Eight year into its failures, the US policy in the region has begun to talk peace and withdrawal. Unfortunately, in Naseer Ullah Babar and Imam, Pakistan has lost two very credible individuals who exercised clout with the Afghans. While Babar died a natural death, Imam’s murder was treacherous and leaves many questions unanswered. A few days before his capture, he had confided in me his ability to broker a sustainable peace with Mullah Omar. However, he was weary that like the 1996 Accord of Benazir Bhutto in which he and his mentor Babar were major negotiators, USA may not support it. If at all, he was killed in cold blood immediately after the Raymond Davis fiasco?
In memory and as a tribute to these two visionaries, Pakistan must relentlessly pursue the same blue print in the best interest of the people of both Pakistan and Afghanistan; a broad based, diverse government in Afghanistan within a federation guaranteed by all affected international actors. As per my study and analysis of the conflict, the peace would start becoming a reality within 100 days.

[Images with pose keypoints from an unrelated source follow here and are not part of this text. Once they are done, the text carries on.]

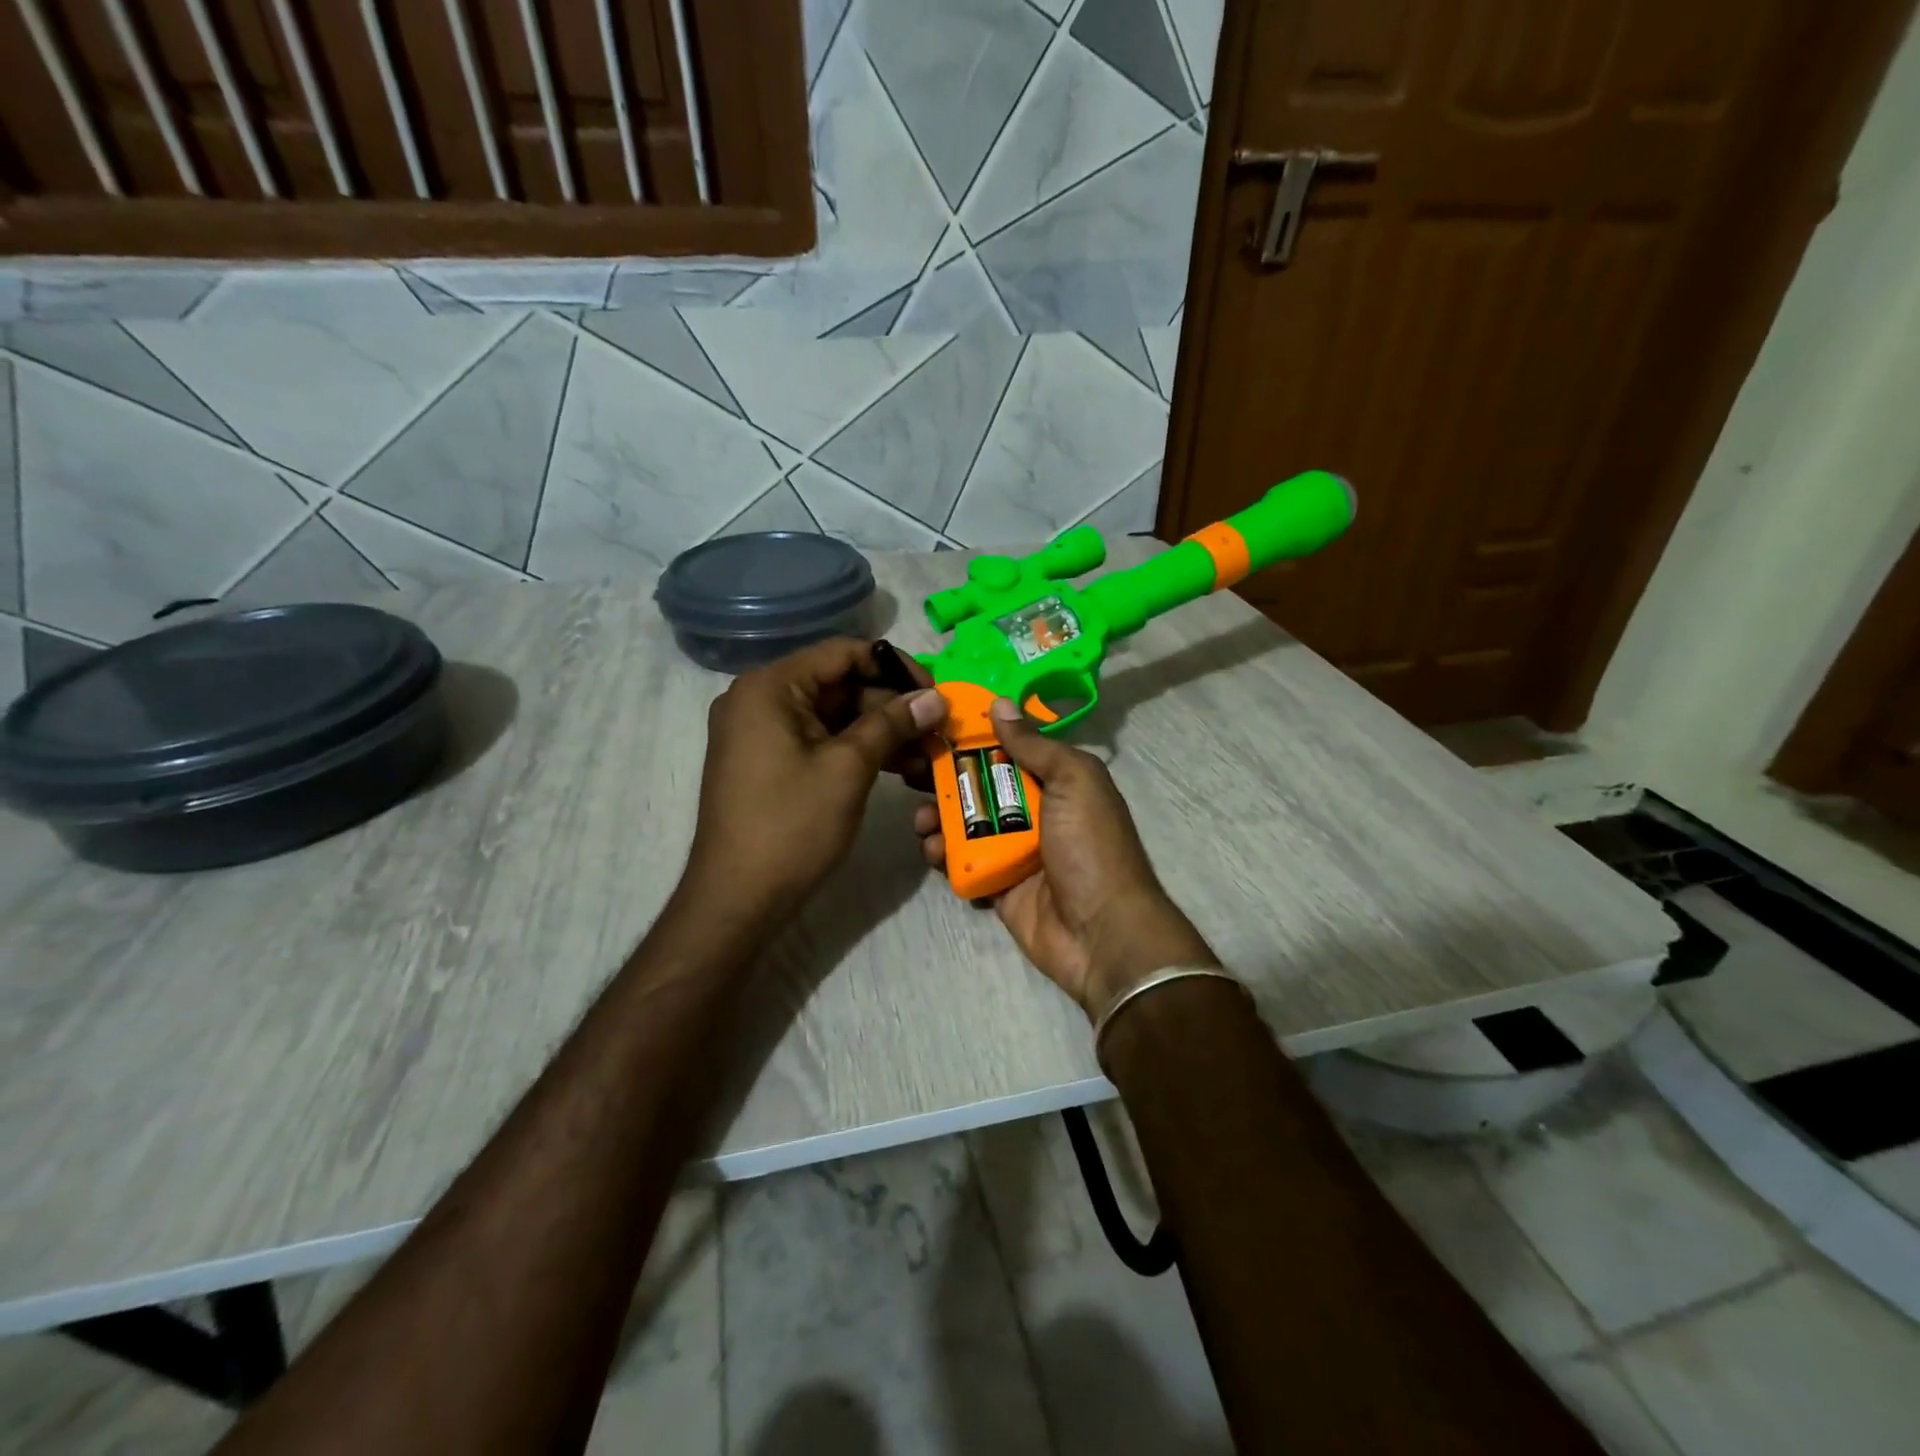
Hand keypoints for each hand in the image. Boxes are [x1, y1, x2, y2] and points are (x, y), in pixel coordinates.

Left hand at [688, 638, 944, 919]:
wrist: (737, 898)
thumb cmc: (791, 826)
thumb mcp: (848, 768)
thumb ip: (892, 724)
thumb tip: (935, 697)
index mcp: (770, 687)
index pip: (843, 653)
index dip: (895, 668)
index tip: (934, 694)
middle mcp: (760, 699)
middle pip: (840, 684)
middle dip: (892, 707)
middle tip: (937, 732)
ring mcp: (762, 732)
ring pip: (835, 716)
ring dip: (881, 733)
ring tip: (926, 757)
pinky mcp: (770, 761)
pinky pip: (821, 741)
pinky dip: (857, 751)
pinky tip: (899, 769)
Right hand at [914, 698, 1216, 1018]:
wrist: (1102, 933)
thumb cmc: (1091, 846)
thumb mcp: (1073, 782)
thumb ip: (1035, 745)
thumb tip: (999, 704)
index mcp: (1056, 781)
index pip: (1007, 747)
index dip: (972, 734)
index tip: (933, 722)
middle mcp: (1034, 810)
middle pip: (979, 783)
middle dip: (944, 775)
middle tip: (908, 769)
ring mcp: (1013, 849)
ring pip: (964, 823)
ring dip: (936, 816)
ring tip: (920, 819)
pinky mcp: (996, 884)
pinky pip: (962, 862)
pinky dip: (942, 855)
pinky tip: (931, 851)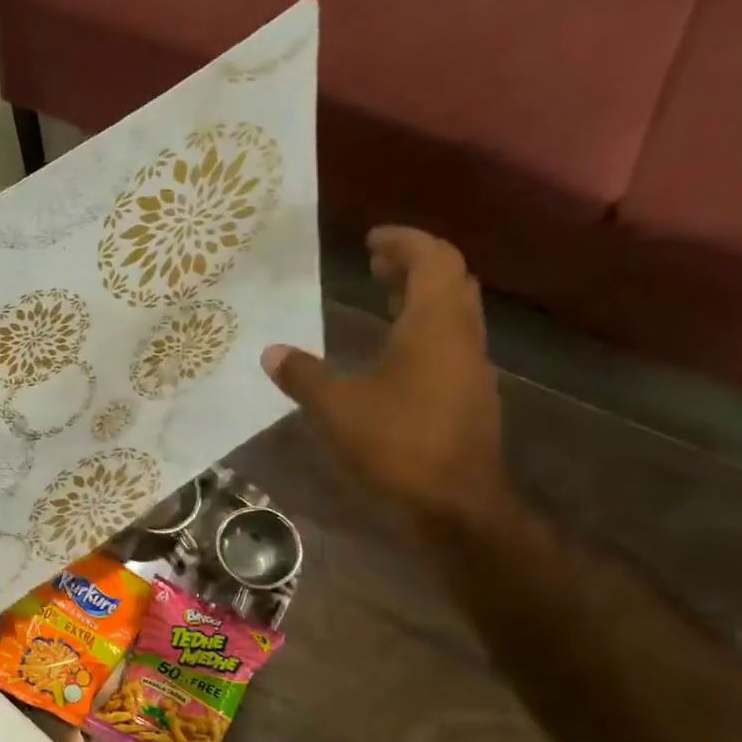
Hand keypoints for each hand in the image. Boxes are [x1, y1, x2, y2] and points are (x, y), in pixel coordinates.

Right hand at [261, 226, 506, 523]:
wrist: (456, 503)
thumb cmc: (398, 444)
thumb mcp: (337, 408)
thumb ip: (304, 376)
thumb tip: (272, 352)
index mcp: (433, 327)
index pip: (433, 260)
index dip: (405, 241)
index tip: (370, 239)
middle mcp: (459, 337)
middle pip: (448, 281)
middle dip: (412, 264)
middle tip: (373, 263)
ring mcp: (469, 367)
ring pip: (451, 312)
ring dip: (419, 296)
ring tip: (381, 295)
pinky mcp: (467, 394)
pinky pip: (448, 341)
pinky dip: (422, 328)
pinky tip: (392, 351)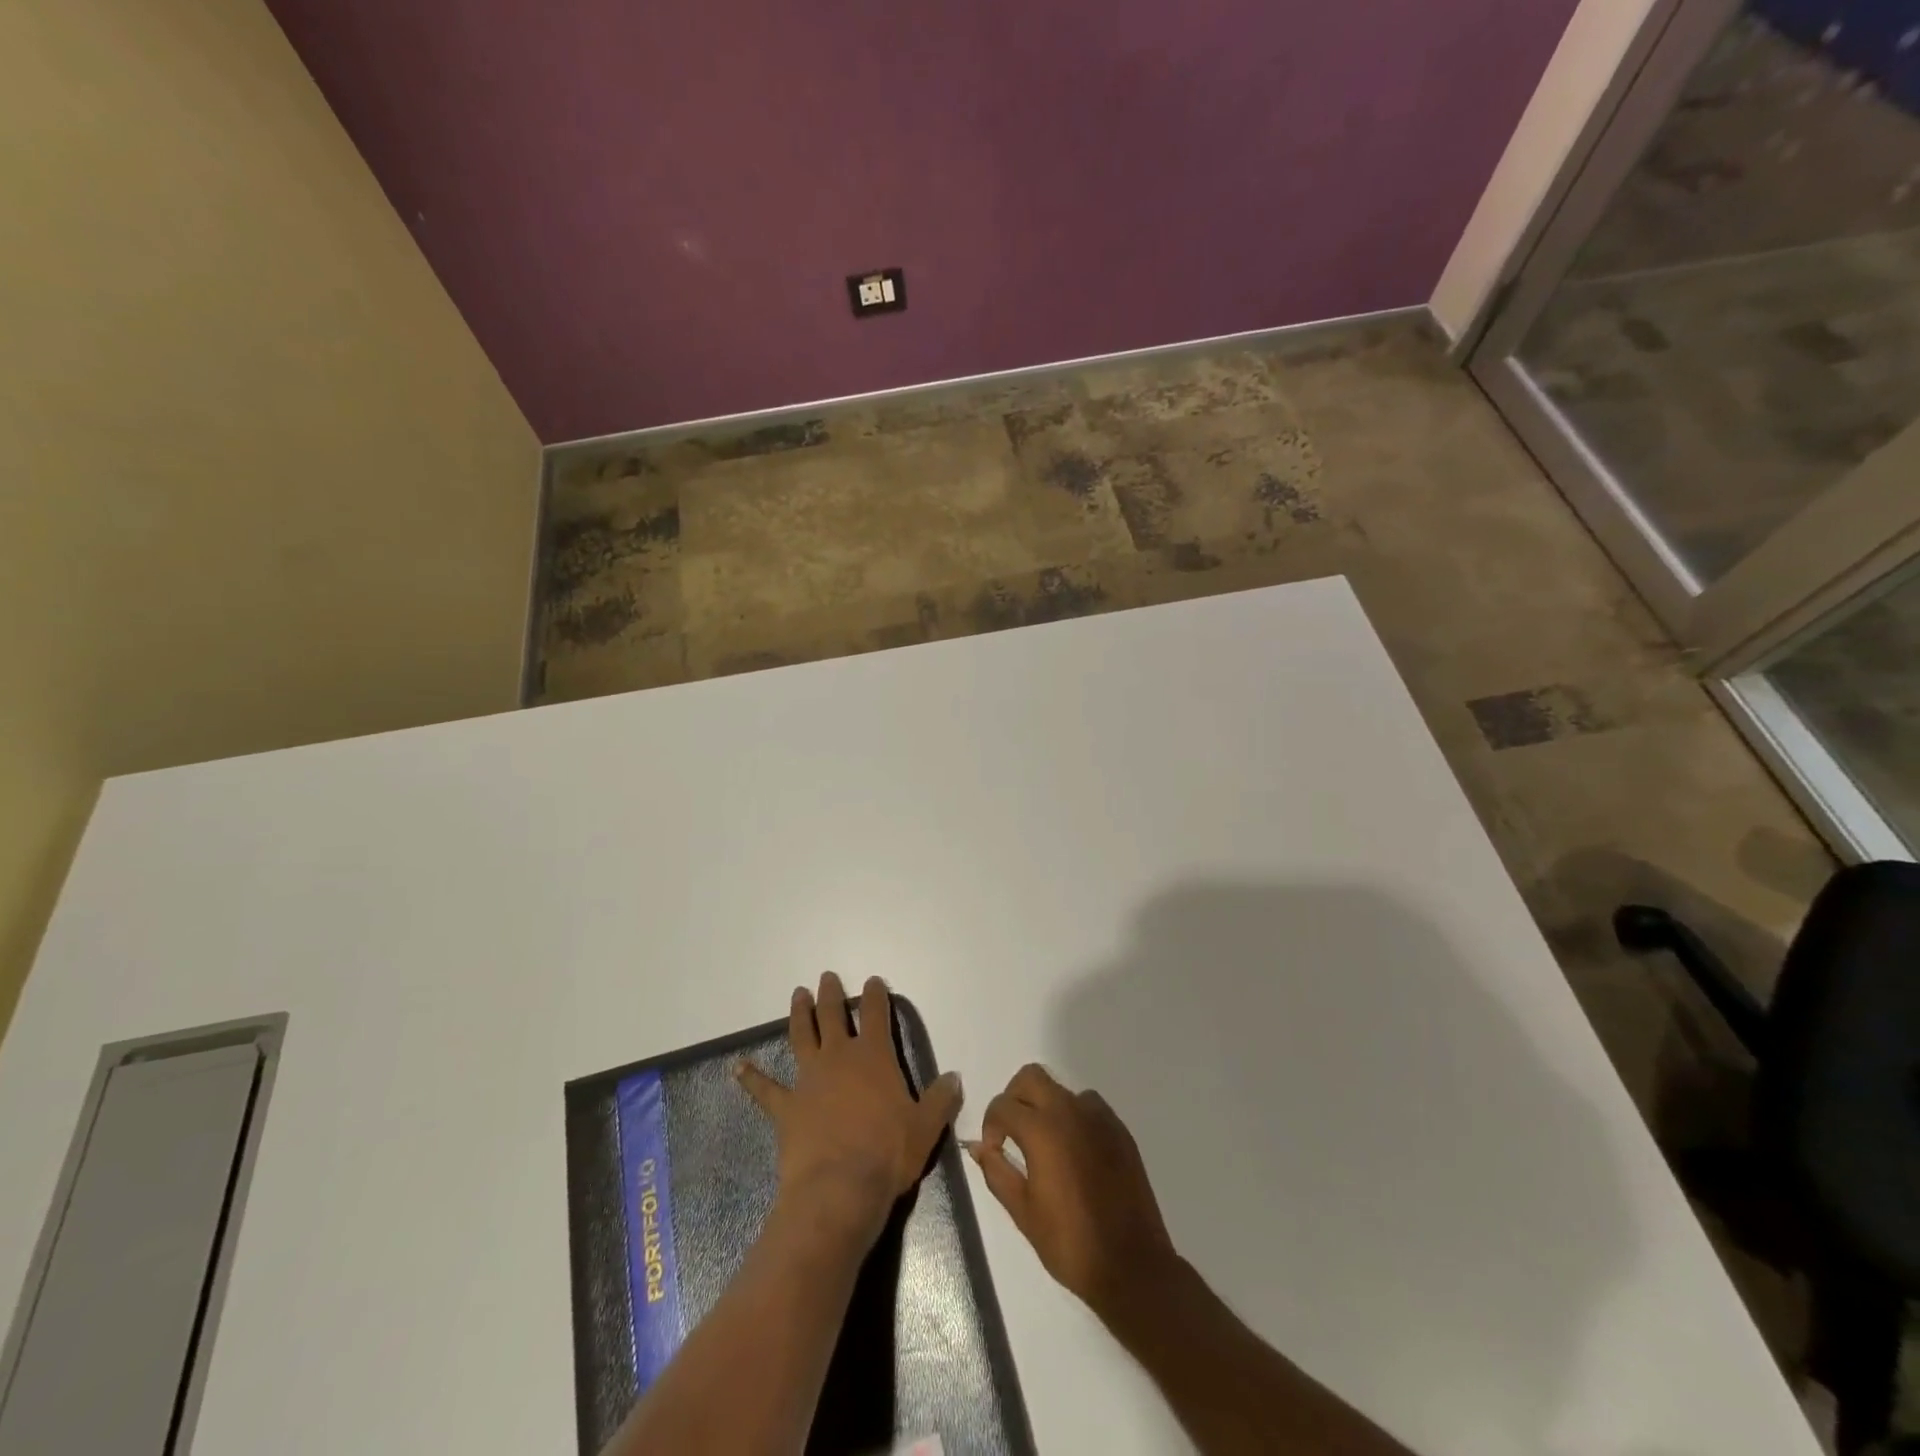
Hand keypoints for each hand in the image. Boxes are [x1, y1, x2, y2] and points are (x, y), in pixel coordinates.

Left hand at [737, 972, 961, 1247]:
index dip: (876, 995)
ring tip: (798, 994)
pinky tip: (737, 1067)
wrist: (839, 1188)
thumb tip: (955, 1077)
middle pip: (834, 1015)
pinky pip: (765, 1089)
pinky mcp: (786, 1107)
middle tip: (827, 977)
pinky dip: (751, 1077)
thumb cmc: (888, 1153)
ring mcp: (809, 1079)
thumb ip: (941, 1099)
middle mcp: (839, 1057)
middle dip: (832, 994)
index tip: (873, 981)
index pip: (877, 1014)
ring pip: (802, 1036)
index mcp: (874, 1056)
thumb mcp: (926, 1127)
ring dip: (800, 1014)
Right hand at [968, 1065, 1177, 1322]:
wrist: (1131, 1265)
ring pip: (1061, 1089)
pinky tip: (1074, 1151)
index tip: (994, 1150)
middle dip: (1014, 1097)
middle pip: (1031, 1077)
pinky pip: (1088, 1106)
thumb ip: (996, 1171)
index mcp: (1042, 1129)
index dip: (990, 1125)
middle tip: (1012, 1132)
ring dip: (1045, 1105)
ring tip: (1045, 1143)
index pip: (1003, 1105)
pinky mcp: (1119, 1129)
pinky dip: (1073, 1117)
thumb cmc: (1070, 1242)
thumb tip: (979, 1146)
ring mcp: (1099, 1117)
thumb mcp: (1023, 1212)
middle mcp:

Pakistan’s political and establishment negotiators also need to understand that Afghan Taliban need to be used as an asset for a universal durable stability in the region. They are also required to dispel the misperception that Pakistan considers them a strategic asset against India and a tool to blackmail the world. The strategic advantages of such a policy far outweigh the misnomer of Strategic Depth in that the objective of all conflicts in DIGNIFIED PEACE.
So is this two prolonged policy of building with people and pursuing credible peace possible?
At the home front, the government has to initiate a Fast Track Socio-Economic Program aimed at stabilisation, jump start to economy and productive GDP (not consumer based but based on ability to produce and consume and a precursor and agitator to exports ie GNP). To make the policy sustainable all issues of the Baloch people will have to be addressed with an out of the box strategy for herein rests the promise of a developed Pakistan. In my studies, Pakistan will experience a socio economic turn round within a year and keep growing.
On the Afghan front, the government, its establishment and USA have to revisit the drawing boards and initiate sustainable and mutually beneficial trust and confidence building measures to bring a viable solution to Afghanistan. Pakistan must demonstrate its ability at tough and persuasive negotiations against drone attacks and ability to rehabilitate all factions that agree to end militancy. Pakistan also needs to develop a rehabilitation program geared towards harnessing this tremendous notion of romanticism towards positive nation building.
Once the two prolonged policy is realised and implementable the government must move to the next step of devolution. Too early a step, will spell disaster for the federation tantamount to moving into the enemies’ trap.
This two prolonged strategy looks too simple. As history proves, all practical and implementable plans are invariably simple. However, this simplicity is belied by the necessity of good governance, tough and objective negotiations and peace as primacy. Within the grey of intentions, perceptions and image theories are valleys full of vested narrow interests and peaks cordoned by sharp cliffs. The difficulty factor is the major challenge to this simplicity. Though the nation is, are our ruling elites willing to eat grass?
Brigadier Samson Simon Sharaf is a retired officer of Pakistan Army and a Political Economist.